Once we were done, however, when we tried booting it, the PSU clicked once and then nothing.

Fans don't spin, no post, nothing. The mainboard LEDs light up but that's it.

The 24p and the 12v cpu are connected tightly.
I tried unplugging everything except for the cpu, cpu cooler, front panel and the 24p.

Since the mainboard doesn't have a pwr switch, unplugging the front panel won't do.

The case has built in stand-offs and there are no stand-offs mounted without respecive screwholes on the mobo that could short it.

It doesn't touch the back of the case anywhere either so the chances of it shorting are very slim.

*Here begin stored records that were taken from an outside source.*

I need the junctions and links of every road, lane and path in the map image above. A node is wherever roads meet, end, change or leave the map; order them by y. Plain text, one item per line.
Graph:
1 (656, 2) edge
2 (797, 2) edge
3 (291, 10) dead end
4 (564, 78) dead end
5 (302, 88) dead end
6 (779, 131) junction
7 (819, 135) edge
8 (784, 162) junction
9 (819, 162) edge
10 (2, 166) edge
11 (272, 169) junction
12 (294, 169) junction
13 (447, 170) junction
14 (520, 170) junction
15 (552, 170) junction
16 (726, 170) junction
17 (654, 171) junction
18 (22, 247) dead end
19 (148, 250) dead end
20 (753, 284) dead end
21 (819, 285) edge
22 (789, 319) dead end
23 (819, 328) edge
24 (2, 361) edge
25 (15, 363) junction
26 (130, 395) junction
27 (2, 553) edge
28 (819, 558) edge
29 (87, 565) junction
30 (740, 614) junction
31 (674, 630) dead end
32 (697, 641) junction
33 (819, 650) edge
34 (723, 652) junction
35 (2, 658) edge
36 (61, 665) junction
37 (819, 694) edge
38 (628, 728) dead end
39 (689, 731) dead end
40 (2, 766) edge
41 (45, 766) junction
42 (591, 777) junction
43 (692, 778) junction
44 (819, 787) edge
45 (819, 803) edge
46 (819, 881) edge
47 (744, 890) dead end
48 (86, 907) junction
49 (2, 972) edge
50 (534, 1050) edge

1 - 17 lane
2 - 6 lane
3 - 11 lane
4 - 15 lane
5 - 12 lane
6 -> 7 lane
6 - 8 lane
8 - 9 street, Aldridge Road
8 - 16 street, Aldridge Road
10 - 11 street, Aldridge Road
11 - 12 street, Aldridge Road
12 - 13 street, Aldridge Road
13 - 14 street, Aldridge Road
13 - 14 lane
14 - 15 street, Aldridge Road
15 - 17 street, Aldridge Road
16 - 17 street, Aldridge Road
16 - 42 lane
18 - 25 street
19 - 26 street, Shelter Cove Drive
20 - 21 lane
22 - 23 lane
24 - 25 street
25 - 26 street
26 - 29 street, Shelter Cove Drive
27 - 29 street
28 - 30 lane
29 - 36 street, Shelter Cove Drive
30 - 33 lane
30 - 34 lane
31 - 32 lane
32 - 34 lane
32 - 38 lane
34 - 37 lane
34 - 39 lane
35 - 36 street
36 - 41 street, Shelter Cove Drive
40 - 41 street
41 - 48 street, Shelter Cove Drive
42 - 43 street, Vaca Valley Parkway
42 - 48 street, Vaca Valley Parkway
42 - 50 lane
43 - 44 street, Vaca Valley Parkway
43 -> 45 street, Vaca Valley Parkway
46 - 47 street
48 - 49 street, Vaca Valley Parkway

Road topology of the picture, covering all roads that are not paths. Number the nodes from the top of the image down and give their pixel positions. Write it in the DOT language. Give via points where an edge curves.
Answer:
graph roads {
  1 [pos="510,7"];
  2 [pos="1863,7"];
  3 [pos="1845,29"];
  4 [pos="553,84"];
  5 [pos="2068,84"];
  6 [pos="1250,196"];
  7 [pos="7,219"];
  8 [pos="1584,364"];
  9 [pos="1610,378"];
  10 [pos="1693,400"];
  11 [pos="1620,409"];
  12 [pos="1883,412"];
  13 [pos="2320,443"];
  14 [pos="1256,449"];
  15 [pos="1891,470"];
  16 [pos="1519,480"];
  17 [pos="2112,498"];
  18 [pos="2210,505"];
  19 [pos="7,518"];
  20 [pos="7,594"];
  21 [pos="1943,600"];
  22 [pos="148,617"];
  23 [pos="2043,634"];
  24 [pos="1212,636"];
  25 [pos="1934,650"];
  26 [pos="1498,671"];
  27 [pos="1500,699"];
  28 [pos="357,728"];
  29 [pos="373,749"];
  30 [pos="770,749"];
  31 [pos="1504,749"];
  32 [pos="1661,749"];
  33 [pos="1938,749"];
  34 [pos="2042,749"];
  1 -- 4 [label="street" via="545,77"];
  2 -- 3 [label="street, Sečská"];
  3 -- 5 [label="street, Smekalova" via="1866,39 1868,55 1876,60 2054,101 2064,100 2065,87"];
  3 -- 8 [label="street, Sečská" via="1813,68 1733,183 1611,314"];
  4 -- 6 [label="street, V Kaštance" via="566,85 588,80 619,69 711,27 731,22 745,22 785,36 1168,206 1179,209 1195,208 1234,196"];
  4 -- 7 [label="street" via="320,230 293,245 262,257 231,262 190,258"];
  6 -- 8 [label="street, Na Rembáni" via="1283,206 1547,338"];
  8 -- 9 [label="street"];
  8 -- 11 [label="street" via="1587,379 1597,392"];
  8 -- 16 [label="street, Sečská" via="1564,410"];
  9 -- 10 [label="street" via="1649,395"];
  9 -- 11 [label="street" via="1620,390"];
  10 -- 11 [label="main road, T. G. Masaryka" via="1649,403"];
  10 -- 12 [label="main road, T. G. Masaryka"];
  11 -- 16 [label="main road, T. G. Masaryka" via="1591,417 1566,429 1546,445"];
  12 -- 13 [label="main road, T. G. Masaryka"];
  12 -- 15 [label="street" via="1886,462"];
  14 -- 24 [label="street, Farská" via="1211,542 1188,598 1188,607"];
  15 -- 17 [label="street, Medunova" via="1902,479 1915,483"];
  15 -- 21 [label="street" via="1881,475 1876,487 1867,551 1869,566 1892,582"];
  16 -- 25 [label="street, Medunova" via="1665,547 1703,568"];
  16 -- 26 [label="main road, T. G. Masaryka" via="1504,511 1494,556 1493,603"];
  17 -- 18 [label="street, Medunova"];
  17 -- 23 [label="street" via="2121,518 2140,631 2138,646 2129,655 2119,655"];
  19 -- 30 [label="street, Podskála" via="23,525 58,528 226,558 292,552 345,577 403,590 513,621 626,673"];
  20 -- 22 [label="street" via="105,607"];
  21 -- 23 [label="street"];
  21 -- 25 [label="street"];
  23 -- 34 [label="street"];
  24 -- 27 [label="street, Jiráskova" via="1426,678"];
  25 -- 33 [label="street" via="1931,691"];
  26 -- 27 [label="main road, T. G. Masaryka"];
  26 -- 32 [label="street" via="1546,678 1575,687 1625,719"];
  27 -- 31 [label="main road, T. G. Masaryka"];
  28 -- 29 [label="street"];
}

I tried removing the ram, replugging single/dual channel in all possible arrangements to no avail (it'd probably try to post if it were just faulty memory anyway, but hey why no try)

Since it's saturday I'm pretty shafted in terms of calling asus.

I didn't try hairclipping the psu because it doesn't make sense. A psu that can run 0 load, isn't necessarily good.

Any ideas?


----------



## Macboatmaster (Jan 15, 2010)

1. what make and model of PSU
2. Forgetting for the moment the possibility that the PSU is faulty and lets presume the board is not faulty my first approach would be
3. You have a connection wrong or not made
4. Is the 8 pin graphics power connected
5. The i76700 has integrated graphics and the board I/O has

1 x DVI
1 x D-Sub
1 x DisplayPort
1 x HDMI
connect there to eliminate 1070

6. is the 8 pin cpu power connected
7. If you are sure all connections correct especially usb and fp headers - often the error is there
then again part from defects I suspect CPU insertion


----------



## Nnay (Jul 16, 2016)

bequiet Dark power pro 11 650watt

the 8pin was connected until I removed the 1070 for further testing

I didn't connect a screen yet, just the psu to check if it goes post

the 8pin cpu power is connected

the front panel connections are correct as well, we both tripple checked with the manual. (and it's the third time I assembled this motherboard/tower combination)

for inserting the CPU, I checked for the triangle and aligned them


----------



## Macboatmaster (Jan 15, 2010)

Well if all you get is click from PSU no fans etc
then either it is bad board
bad PSU
or incorrect assembly
The only way forward is a breadboard - out of case check

CPU


> for inserting the CPU, I checked for the triangle and aligned them


using the tool?


----------



## Nnay (Jul 16, 2016)

while I usually suspect layer9 to be the prime issue, I'm quite sure I can rule this out this time.

I assemble rigs quite frequently and always stick the manual and haven't had any issues in the 15 odd years I've been doing it.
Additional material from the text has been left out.